What the task asks: Each line below containing the word "Chemin" needs to be shown.

Top of Records for this task

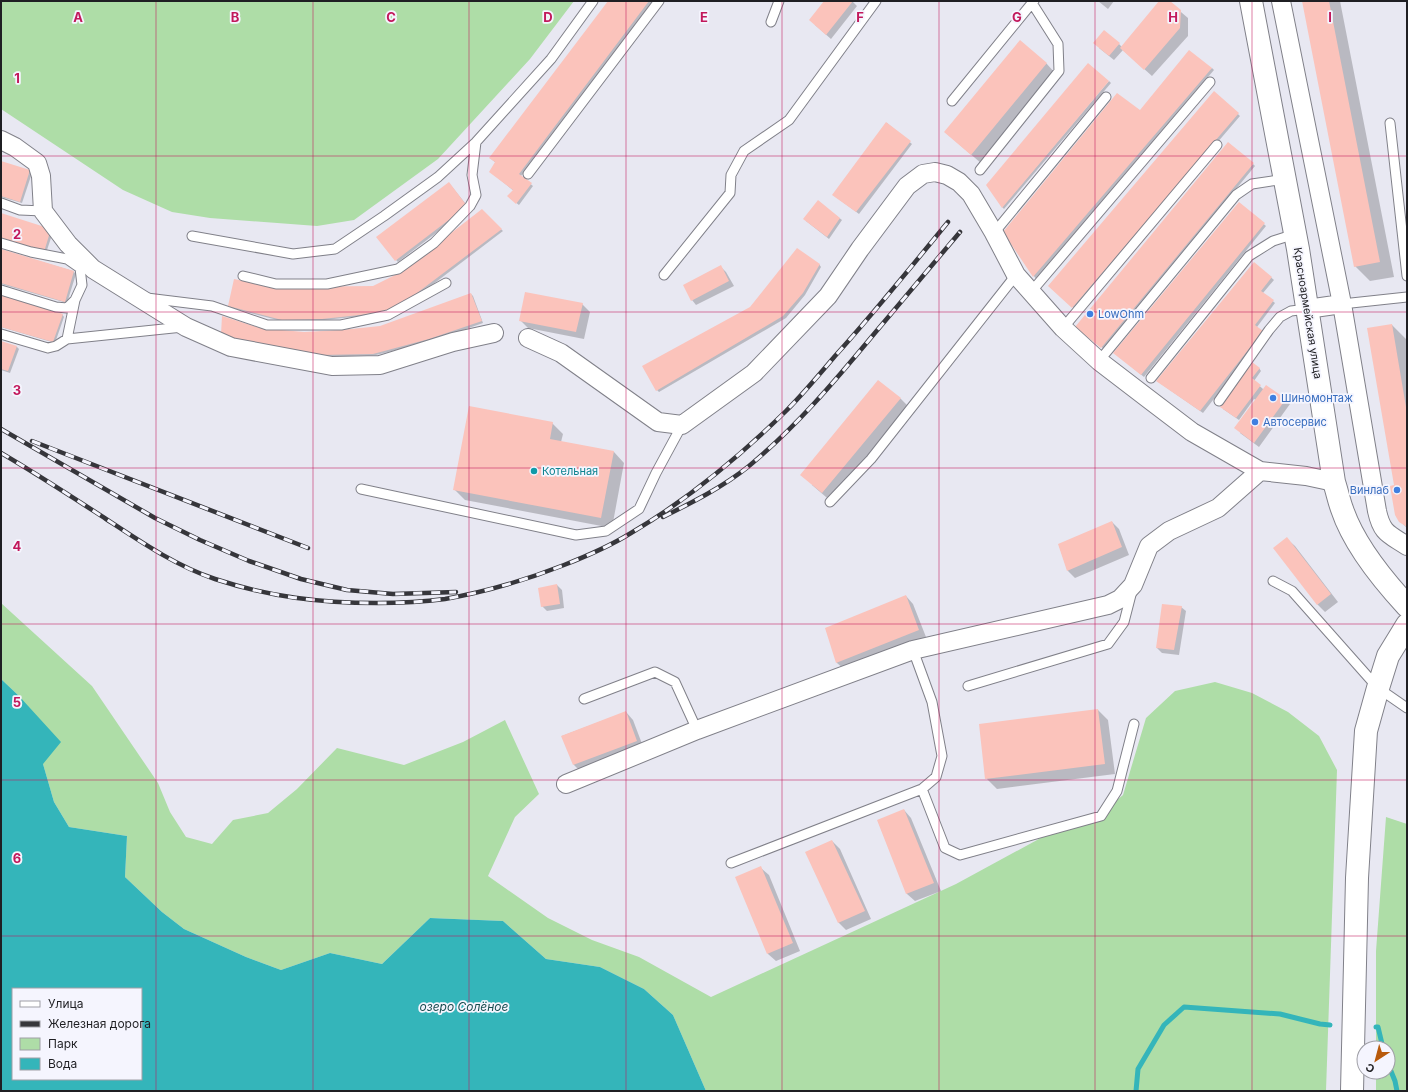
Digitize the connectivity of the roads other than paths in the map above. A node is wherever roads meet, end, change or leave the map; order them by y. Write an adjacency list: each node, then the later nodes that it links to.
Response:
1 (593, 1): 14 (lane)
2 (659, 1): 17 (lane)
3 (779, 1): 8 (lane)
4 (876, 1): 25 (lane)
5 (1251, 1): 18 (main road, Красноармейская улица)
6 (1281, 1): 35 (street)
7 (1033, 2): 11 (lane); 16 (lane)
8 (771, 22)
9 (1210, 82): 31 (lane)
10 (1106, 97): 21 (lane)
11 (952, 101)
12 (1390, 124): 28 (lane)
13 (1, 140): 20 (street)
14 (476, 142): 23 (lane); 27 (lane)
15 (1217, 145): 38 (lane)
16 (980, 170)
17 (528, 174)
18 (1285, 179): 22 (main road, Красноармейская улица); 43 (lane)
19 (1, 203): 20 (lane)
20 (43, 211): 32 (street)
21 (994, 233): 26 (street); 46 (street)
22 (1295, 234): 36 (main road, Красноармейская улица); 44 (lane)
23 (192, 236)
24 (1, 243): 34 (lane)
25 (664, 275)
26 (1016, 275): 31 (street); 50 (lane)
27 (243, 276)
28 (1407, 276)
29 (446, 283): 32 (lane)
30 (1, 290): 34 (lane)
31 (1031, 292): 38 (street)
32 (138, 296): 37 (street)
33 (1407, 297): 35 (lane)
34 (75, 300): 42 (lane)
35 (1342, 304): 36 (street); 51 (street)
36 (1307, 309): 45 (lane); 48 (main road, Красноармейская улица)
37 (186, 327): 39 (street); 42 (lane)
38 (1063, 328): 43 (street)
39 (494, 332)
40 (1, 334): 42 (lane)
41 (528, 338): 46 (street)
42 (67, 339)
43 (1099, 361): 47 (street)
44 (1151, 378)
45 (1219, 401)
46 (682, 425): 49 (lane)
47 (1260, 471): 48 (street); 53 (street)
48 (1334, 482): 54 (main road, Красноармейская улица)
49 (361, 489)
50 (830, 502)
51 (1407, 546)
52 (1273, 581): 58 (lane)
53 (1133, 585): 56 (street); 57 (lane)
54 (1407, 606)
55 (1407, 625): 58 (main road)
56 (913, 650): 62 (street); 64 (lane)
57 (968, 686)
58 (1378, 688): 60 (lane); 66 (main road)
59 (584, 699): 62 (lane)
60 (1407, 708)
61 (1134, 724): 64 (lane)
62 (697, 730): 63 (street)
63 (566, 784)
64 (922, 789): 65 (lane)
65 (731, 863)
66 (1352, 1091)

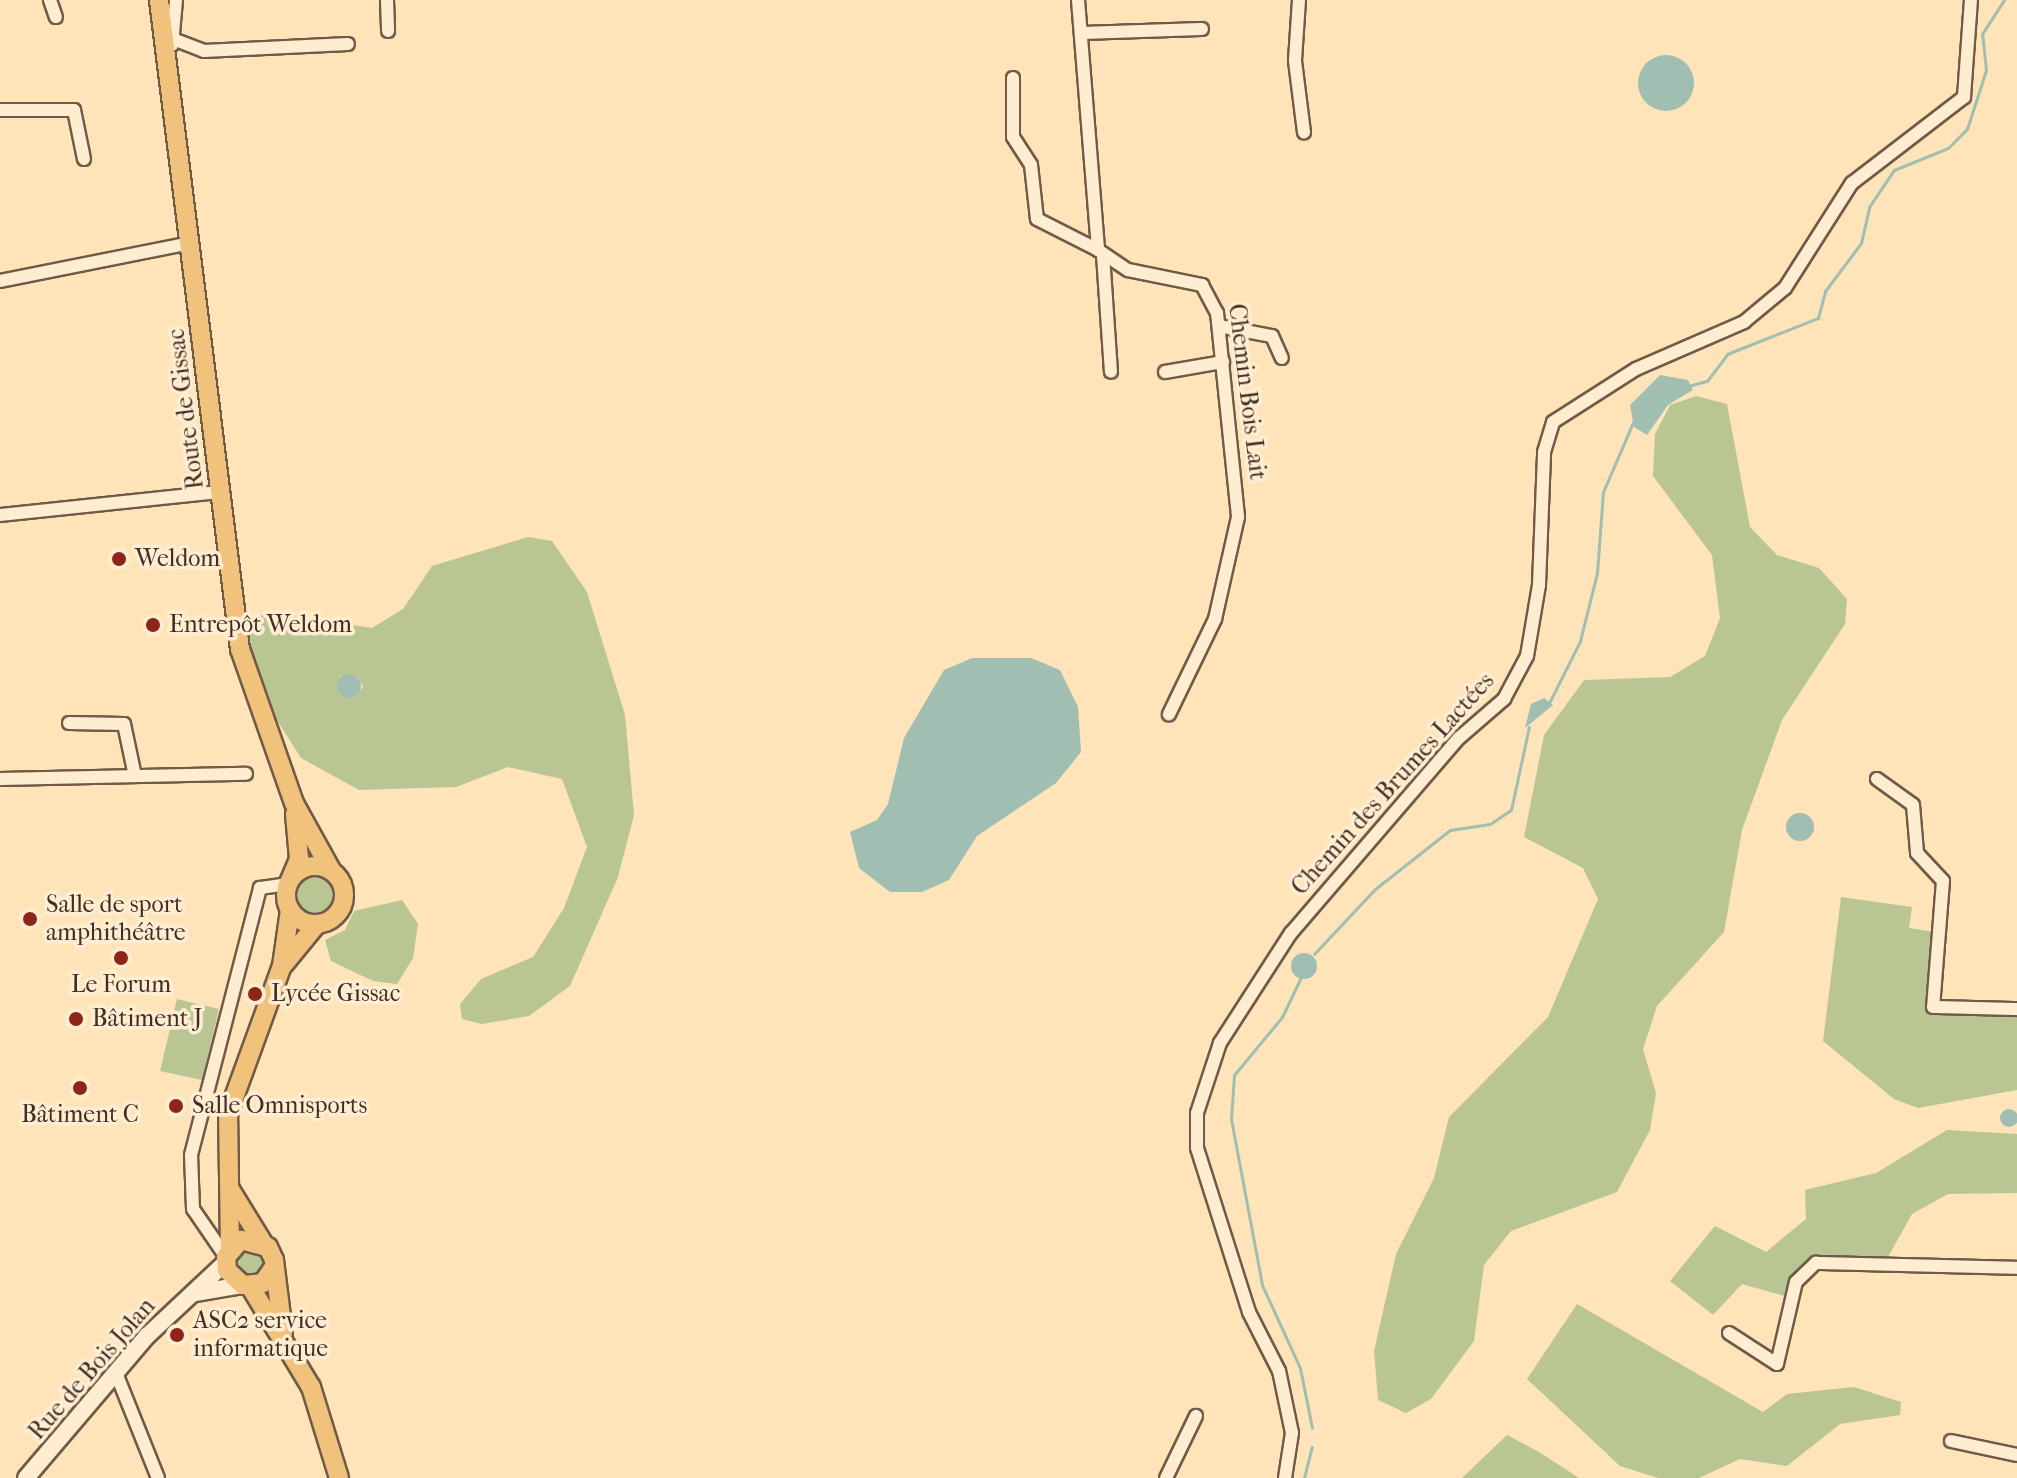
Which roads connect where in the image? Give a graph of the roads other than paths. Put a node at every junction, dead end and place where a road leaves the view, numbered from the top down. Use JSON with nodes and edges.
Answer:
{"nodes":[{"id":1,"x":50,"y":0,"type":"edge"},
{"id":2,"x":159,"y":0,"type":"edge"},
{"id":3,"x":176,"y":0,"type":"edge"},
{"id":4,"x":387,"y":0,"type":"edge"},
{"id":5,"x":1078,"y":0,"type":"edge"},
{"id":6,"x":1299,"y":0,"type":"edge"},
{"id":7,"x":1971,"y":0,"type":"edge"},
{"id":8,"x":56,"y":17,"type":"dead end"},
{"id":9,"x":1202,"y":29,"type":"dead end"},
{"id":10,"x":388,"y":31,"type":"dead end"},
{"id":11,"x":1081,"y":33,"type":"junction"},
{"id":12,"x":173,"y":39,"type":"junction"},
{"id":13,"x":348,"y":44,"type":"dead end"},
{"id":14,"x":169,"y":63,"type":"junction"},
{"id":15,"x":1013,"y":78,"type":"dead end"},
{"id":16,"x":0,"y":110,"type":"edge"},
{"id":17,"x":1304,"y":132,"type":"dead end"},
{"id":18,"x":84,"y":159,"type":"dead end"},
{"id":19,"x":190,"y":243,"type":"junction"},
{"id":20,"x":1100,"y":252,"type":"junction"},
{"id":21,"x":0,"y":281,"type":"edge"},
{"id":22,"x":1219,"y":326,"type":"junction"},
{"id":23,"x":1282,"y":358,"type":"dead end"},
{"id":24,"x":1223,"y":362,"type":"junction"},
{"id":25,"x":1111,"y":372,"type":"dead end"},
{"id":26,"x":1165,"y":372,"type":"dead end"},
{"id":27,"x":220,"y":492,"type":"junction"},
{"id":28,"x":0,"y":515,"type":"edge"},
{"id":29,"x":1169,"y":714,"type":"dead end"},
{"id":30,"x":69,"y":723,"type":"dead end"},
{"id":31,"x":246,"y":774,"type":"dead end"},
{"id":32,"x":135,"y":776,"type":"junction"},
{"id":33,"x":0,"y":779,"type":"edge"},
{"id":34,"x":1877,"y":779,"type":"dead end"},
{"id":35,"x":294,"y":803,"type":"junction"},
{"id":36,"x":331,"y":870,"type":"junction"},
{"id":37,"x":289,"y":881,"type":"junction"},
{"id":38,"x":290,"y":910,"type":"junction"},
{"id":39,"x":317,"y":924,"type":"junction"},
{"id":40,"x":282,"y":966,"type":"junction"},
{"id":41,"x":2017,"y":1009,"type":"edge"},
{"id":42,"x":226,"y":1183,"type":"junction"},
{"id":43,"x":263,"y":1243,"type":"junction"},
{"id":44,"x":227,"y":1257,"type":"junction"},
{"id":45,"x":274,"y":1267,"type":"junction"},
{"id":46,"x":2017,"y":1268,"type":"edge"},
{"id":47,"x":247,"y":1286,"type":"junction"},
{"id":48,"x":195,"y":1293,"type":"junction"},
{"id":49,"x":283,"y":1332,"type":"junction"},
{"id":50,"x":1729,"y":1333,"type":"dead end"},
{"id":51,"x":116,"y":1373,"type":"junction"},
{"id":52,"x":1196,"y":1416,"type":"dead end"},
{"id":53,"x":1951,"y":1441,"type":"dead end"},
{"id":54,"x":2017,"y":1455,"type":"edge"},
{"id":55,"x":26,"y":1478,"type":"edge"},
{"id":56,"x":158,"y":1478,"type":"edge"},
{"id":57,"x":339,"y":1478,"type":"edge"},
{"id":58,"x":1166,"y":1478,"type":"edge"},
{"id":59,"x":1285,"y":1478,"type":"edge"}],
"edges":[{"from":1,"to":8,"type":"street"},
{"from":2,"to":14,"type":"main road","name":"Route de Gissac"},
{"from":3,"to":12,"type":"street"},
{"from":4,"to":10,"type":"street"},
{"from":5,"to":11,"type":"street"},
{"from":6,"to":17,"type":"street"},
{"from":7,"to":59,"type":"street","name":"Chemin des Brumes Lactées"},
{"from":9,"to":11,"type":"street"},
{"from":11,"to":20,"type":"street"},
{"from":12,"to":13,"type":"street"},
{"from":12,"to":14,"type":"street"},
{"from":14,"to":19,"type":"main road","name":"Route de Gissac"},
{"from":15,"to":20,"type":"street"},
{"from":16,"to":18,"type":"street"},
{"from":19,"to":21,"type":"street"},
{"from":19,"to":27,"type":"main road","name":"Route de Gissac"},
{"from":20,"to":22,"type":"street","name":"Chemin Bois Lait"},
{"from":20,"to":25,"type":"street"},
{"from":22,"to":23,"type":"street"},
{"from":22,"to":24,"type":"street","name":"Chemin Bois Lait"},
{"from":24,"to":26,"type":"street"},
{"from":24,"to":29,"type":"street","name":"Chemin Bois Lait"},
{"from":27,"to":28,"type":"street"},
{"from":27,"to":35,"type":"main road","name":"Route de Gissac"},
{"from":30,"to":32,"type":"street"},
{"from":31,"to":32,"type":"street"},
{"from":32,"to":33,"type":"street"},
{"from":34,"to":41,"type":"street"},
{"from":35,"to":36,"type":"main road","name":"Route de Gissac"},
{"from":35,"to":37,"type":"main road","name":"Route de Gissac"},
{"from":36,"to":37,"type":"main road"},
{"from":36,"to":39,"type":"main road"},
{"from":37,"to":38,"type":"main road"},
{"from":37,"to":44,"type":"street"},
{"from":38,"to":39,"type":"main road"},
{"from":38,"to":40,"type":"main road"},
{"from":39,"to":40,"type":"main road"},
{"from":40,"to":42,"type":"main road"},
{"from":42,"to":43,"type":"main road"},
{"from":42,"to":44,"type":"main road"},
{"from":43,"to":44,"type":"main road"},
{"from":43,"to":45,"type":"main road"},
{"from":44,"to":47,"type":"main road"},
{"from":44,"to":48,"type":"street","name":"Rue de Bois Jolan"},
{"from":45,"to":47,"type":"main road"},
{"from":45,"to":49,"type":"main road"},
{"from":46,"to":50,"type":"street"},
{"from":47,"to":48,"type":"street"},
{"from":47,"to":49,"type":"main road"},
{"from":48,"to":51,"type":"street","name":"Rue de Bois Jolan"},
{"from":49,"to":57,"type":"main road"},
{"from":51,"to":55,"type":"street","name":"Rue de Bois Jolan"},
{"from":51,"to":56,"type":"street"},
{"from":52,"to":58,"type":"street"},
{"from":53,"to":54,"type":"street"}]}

Bottom of Records for this task

Task answer:
{"from":7,"to":59,"type":"street","name":"Chemin des Brumes Lactées"},
{"from":20,"to":22,"type":"street","name":"Chemin Bois Lait"},
{"from":22,"to":24,"type":"street","name":"Chemin Bois Lait"},
{"from":24,"to":29,"type":"street","name":"Chemin Bois Lait"},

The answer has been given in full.